A love triangle is usually a prescription for broken hearts unless you have the kind of love triangle that keeps hearts from being broken.

Now, there’s a formula in Ecclesiastes 4. It’s a formula for lasting bonds between people. You could very well call it the arithmetic of love. Here’s what it says beginning at verse 9, “Two are better than one, because they have a good return for their work. If one falls down, his friend can help him up. But pity the man who falls and has no one to help him up. If two lie down together they will keep warm, but how can one keep warm alone? Though one may be overpowered, two can defend themselves. A cord of three strands is not quickly broken.”
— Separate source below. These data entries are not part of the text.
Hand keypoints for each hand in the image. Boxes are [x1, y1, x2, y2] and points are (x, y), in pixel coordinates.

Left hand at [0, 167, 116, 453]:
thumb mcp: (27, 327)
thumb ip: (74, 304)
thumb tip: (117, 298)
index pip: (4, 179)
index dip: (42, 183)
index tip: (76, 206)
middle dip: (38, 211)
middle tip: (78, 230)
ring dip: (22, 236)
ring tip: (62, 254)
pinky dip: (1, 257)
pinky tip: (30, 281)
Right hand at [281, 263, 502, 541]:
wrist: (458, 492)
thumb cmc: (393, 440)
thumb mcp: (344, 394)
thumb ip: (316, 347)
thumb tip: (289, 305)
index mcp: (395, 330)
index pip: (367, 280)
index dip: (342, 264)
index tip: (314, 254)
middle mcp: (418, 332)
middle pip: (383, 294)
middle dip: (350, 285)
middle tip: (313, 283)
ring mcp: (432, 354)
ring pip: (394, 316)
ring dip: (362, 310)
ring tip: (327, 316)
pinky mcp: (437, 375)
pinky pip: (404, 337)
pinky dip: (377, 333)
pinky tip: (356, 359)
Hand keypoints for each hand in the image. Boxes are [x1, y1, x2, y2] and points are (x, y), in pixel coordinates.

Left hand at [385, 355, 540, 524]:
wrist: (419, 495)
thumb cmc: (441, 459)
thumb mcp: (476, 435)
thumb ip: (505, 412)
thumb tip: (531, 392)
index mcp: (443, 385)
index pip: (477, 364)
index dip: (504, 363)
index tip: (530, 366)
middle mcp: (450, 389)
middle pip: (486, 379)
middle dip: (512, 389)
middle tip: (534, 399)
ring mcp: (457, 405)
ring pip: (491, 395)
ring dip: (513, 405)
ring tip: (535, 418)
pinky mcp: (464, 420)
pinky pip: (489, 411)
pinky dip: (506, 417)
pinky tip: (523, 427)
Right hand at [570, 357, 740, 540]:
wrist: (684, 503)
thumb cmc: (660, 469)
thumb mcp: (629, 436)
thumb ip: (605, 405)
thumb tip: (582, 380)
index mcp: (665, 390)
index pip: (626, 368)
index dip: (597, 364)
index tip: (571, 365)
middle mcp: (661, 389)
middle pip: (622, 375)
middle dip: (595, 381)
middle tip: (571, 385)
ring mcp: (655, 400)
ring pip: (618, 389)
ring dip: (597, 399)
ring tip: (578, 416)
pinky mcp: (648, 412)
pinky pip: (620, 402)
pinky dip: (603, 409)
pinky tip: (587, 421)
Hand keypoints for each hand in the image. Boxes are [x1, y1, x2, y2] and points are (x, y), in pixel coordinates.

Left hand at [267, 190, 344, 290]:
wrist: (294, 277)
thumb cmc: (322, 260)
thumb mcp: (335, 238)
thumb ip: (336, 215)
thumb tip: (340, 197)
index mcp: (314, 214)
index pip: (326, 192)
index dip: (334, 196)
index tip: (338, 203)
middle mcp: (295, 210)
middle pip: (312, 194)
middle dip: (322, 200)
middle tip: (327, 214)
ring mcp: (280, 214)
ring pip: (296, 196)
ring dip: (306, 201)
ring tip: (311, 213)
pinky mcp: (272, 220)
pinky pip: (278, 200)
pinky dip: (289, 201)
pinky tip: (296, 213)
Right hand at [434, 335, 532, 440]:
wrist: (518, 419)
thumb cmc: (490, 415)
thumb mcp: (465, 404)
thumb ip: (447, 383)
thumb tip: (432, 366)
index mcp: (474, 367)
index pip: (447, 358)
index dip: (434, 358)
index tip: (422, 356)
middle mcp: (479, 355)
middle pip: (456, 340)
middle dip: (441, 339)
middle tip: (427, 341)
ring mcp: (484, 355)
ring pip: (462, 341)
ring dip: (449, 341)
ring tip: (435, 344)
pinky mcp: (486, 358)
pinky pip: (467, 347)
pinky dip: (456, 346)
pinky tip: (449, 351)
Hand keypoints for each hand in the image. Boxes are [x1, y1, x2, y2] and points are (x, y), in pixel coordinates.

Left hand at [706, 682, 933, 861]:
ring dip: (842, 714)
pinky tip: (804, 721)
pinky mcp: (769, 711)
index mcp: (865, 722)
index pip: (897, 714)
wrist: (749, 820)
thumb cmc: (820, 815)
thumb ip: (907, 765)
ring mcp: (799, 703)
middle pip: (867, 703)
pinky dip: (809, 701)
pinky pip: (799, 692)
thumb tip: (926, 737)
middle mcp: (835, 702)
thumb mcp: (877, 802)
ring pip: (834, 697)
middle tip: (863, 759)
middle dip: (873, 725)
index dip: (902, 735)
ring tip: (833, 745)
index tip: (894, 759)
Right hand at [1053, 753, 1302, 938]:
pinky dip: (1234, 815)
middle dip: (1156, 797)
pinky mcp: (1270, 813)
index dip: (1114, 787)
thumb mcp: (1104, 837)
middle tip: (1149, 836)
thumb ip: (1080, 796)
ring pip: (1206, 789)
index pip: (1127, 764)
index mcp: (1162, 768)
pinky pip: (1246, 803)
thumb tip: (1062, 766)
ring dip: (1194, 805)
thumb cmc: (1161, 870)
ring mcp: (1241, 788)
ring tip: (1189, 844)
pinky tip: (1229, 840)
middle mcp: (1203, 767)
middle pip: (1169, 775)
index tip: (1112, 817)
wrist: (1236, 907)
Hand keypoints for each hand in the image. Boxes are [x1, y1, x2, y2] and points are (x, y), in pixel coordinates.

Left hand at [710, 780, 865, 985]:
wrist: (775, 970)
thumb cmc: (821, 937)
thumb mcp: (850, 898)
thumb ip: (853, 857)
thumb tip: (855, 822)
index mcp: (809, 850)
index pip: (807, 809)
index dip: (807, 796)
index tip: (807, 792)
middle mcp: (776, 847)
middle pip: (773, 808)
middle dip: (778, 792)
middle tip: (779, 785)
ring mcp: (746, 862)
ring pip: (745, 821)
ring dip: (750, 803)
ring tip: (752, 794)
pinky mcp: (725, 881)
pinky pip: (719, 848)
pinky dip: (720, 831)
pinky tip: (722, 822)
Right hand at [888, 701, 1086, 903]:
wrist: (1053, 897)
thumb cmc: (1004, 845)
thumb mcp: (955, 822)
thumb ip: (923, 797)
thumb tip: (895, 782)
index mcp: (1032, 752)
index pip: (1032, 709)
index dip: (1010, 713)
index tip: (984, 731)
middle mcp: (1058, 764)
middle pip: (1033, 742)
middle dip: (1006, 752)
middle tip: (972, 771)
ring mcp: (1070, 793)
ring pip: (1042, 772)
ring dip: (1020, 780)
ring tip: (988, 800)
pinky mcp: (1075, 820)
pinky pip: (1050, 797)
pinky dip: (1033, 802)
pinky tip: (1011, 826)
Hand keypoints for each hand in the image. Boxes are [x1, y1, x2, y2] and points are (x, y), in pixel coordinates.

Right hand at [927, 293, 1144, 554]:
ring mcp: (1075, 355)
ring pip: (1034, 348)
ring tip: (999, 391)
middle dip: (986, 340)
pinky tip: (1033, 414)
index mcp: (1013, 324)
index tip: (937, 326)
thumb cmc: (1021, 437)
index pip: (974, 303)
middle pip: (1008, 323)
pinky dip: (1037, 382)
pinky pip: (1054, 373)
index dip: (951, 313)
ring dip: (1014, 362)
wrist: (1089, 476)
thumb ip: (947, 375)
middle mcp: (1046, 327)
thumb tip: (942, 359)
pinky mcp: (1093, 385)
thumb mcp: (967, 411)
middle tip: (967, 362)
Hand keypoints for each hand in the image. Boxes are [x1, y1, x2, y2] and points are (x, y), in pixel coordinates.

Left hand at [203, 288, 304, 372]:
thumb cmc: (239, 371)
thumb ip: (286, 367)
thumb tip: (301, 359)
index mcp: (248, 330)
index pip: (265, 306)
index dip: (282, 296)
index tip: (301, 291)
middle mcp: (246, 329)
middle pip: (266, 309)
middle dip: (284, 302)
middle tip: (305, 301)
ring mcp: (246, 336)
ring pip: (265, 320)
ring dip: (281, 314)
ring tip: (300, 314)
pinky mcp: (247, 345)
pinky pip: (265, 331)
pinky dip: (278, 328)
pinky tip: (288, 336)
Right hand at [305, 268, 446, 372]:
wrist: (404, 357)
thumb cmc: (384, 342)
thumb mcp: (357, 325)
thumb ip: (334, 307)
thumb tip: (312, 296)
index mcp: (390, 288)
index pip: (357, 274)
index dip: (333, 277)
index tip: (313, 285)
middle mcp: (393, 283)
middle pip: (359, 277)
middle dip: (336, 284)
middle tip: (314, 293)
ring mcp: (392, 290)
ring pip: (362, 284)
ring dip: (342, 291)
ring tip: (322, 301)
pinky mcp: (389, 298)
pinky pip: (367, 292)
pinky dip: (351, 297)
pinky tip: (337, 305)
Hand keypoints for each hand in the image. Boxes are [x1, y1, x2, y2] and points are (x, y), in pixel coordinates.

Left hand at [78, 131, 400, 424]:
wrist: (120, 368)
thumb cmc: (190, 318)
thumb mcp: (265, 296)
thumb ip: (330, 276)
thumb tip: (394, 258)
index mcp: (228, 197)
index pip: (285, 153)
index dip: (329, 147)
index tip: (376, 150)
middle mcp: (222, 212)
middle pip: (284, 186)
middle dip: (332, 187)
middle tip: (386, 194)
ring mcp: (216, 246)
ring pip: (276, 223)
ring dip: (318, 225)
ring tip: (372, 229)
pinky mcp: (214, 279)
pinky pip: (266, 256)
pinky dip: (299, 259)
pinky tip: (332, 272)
That passage is a powerful statement about relationships, especially if you apply it to the ultimate relationship of marriage. It says two work together better than one, two walk together better than one, two stand together better than one, and then suddenly the number changes. Suddenly it’s talking about three strands. Wait…I thought we were talking about two…So enter the love triangle: a husband, a wife, and God. That’s the kind of love triangle that avoids broken hearts. Ephesians 5:21 alludes to it when it says; speaking to husbands and wives, “Submit to one another out of reverence for Christ.” (NIV). It’s the Jesus factor in a marriage that always makes the difference. Now, the triangle is the strongest geometric figure there is, and a love triangle with Christ at the top is virtually indestructible! In other words, you’ve got the man and woman joined together by that line along the bottom, but they both have a line going up to Jesus at the top. That bond between the man and the woman will fray sometimes. There’s interference, there’s disappointment, there’s disillusionment, there’s hurt. But if both the man and woman are connected to Christ at the top of the triangle, that bond will hold them together when the bond of human compatibility is unraveling.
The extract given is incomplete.